Vodacom spends R8.7bn on network PDF Print E-mail

SA's largest mobile operator has spent R8.7 billion on its network in the year to March in a bid to boost capacity and support revenue growth, and aims to spend at similar levels in the year ahead.

Vodacom's spending amounts to 13% of its revenue and it anticipates spending between 11% and 13% this year as it seeks to boost capacity to support growing subscriber numbers and increased demand for data.

“Our capital expenditure programme will support our continued customer demand for data services,” says Vodacom. In the coming year, Vodacom expects competition to intensify, particularly in the data business, and consumers to remain under pressure from rising food and fuel prices.

The group this morning reported service revenue up 7.8%, to R58.2 billion. It spent the bulk of its capital on its local operations, at R7 billion – a 36.8% increase on the previous year. Internationally, it invested R1.7 billion, a 39% year-on-year increase.

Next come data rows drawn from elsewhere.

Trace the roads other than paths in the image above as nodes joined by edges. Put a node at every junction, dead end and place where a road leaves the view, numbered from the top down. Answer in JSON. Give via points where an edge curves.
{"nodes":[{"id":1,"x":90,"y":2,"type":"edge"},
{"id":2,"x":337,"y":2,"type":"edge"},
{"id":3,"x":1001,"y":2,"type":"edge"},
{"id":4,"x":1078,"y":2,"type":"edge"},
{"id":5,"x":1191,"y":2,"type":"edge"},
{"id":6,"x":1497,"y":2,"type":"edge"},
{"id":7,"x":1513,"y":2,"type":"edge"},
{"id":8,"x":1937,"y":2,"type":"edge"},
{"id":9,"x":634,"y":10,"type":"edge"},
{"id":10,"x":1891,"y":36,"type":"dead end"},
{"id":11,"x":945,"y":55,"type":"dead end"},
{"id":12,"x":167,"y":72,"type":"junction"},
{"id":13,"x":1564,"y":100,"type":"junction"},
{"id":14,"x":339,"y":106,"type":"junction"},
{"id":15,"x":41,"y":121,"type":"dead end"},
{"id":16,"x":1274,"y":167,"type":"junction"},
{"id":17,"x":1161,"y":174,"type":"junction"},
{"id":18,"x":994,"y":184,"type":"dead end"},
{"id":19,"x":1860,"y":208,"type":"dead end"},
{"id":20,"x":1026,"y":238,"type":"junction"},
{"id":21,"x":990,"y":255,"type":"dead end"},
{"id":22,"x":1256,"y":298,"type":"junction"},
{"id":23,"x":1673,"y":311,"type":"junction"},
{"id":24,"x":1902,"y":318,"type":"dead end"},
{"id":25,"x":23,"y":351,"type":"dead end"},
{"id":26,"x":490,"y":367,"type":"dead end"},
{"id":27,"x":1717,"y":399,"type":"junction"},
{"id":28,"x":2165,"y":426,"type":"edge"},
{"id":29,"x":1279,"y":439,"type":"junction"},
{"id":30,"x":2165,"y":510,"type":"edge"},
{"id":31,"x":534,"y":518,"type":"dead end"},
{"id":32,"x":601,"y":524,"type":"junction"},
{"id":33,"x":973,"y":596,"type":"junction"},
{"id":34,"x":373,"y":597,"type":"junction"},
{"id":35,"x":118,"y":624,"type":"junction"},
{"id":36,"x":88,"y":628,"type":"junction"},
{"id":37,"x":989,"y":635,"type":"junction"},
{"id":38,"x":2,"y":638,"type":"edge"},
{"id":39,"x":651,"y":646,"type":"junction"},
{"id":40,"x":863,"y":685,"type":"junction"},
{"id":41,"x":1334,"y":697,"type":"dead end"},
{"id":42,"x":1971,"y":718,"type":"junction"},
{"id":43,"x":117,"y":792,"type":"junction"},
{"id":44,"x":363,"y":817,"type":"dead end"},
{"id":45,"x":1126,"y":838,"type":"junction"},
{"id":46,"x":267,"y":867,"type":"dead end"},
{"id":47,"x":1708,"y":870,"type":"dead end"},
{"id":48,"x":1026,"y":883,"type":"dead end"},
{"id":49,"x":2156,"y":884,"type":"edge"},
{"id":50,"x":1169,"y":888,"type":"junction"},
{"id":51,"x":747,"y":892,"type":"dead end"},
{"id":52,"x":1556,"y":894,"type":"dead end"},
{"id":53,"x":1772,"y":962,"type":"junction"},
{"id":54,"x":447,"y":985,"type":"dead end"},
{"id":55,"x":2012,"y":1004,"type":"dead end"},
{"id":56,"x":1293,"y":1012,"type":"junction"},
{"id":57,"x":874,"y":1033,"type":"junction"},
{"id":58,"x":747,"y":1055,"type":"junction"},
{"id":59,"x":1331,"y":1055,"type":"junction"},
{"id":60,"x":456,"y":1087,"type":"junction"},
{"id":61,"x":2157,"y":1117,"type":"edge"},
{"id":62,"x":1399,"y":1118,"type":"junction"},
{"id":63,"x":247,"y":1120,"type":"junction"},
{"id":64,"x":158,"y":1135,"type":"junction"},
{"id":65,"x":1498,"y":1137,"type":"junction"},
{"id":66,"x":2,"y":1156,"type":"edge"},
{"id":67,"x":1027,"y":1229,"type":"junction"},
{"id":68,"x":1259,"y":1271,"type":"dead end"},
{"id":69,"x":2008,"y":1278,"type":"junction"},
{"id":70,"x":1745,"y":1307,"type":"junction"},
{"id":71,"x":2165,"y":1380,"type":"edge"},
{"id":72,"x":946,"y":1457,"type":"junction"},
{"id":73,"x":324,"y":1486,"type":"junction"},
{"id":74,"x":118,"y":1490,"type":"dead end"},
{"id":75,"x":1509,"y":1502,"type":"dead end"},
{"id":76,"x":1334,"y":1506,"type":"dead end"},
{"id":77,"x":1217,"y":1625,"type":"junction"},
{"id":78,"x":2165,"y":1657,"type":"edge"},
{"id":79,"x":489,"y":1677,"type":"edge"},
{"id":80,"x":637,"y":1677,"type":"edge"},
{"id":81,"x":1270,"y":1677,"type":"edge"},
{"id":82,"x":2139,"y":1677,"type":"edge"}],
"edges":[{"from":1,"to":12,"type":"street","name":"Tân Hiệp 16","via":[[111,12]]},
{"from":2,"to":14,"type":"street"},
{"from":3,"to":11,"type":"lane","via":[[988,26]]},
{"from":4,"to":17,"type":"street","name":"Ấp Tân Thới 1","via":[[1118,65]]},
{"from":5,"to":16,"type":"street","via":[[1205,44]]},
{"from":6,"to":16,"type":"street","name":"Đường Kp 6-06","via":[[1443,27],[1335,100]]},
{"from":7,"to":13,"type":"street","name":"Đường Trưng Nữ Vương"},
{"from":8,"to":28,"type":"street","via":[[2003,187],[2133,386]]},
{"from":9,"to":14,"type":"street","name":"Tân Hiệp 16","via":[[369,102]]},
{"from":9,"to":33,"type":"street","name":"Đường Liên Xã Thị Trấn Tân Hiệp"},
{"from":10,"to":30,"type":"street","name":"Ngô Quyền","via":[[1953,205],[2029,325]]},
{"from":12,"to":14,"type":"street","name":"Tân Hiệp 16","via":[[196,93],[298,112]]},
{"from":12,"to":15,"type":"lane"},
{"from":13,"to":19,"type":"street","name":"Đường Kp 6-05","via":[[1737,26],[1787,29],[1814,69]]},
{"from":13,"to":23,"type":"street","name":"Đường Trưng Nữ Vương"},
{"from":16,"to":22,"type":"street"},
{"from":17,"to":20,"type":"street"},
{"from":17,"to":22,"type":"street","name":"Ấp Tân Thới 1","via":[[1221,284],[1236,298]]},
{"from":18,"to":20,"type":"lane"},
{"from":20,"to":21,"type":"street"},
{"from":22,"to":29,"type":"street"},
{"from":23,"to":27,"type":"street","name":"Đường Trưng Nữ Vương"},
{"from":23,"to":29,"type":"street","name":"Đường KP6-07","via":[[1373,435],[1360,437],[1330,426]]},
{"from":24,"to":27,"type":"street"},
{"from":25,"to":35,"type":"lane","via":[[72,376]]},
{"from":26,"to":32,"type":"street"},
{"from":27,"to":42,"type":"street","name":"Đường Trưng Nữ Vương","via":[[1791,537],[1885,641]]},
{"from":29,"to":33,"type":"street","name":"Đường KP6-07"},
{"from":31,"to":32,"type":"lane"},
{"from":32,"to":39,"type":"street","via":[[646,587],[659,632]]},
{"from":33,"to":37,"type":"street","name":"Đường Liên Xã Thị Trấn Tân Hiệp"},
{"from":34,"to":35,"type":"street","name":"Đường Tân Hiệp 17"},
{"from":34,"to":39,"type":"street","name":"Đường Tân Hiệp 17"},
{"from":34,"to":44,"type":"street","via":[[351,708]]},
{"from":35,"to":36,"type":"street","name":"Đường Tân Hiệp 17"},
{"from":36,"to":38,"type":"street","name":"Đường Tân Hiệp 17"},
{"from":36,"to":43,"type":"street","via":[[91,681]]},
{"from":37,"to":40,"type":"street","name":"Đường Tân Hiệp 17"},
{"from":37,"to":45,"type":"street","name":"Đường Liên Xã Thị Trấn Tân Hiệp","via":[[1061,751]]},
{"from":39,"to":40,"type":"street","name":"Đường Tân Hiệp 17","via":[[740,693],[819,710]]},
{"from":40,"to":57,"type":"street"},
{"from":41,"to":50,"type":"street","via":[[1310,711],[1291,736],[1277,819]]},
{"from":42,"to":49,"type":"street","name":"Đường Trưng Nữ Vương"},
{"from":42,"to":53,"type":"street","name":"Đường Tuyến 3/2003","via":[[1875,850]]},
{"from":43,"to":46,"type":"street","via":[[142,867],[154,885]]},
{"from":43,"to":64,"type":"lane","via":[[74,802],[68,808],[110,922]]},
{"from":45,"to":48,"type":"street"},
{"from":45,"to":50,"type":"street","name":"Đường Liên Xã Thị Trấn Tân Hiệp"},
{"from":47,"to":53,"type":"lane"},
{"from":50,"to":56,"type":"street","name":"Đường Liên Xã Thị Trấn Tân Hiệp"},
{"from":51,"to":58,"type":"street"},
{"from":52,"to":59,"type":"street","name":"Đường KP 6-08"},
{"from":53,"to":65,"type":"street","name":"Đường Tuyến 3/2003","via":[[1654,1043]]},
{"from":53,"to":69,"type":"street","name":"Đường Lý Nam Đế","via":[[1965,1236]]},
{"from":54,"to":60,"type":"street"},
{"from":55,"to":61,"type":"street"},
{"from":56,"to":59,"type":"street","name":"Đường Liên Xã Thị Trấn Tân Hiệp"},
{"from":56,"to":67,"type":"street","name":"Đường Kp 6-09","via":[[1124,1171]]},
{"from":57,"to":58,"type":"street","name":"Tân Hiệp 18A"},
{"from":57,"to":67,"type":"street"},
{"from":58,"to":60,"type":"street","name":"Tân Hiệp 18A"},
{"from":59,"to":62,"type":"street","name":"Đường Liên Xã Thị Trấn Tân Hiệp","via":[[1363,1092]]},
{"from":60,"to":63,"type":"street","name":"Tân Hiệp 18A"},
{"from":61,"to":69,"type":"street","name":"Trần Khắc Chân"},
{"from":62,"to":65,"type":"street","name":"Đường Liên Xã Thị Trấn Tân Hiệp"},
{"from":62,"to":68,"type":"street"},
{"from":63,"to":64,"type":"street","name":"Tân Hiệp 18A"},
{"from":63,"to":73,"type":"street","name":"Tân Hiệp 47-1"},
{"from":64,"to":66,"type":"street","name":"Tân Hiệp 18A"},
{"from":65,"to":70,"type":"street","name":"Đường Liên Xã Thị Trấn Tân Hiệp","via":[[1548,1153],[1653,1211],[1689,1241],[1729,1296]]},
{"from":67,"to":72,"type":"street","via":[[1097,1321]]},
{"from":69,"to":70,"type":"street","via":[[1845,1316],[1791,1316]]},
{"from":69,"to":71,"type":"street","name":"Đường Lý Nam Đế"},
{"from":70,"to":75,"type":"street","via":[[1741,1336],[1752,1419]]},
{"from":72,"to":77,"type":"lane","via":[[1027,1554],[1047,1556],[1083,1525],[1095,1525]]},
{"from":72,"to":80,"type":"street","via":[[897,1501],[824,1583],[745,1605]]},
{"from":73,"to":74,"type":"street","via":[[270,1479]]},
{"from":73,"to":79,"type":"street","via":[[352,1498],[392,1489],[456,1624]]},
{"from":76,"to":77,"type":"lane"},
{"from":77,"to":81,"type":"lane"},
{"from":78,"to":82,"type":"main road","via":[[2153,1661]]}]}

Vodacom said earnings before interest, tax, depreciation and amortisation gained 10.5%, to R22.8 billion, and headline earnings per share improved 8.1%, to 709c. It increased its total dividend year-on-year by 54.3%, to 710c.

International gains
In the year to March, total subscribers increased 30%, to R47.8 million, a gain of 11 million customers. The bulk of the additions came from SA, where the company added six million users, says CEO Pieter Uys.
Uys says the company has continued with its “substantial” investment in its network. “We've seen strong delivery in the areas driving growth into the future – data and the international businesses.”
Vodacom's international operations reported a 27.5% increase in service revenue, to R10.1 billion, as subscribers gained 35.5%, to 19 million. Uys says, for the first time in the group's history, its international operations became free cash flow positive.
The operator battled with its African entities for a year-and-a-half before starting to see an improvement in the first half of last year. The economic recession slowed growth, while a competitive market resulted in tariffs falling dramatically.
Vodacom also reported a 48.6% increase in active data customers, to 15.1 million. Uys says data revenue in SA now accounts for 16% of total service turnover.
In SA, the company self-provisioned more than 1 700 base stations with fibre and microwave during the year, taking the total self-provisioned sites to just over 4 300. Vodacom also added 973 3G base stations to its network, taking the total to 5 263.
Vodacom anticipates growing service revenue by low single digits in the medium term. Its results for the 2012 year exceeded expectations, Uys says.
Data demand
SA grew subscribers 27%, to 29 million, which was mostly due to a 31.3% gain in prepaid customers driven by low-cost handset deals in the retail channels and a refocus in its distribution channel to better reach under-serviced areas.
Data revenue increased 23.6%, to R7.6 million, which was driven by a 35.4% increase in active data customers to 12.2 million. Uys says smartphone users remain the driving force behind data and now account for a fifth of all handsets on the local network at 5.1 million.
Smartphone users' average monthly data use more than doubled, to 92MB a month, from 38MB a year ago, Uys says. He says Vodacom will continue to seek more affordable smartphones, which should come in at around $50 within the next 12 to 18 months.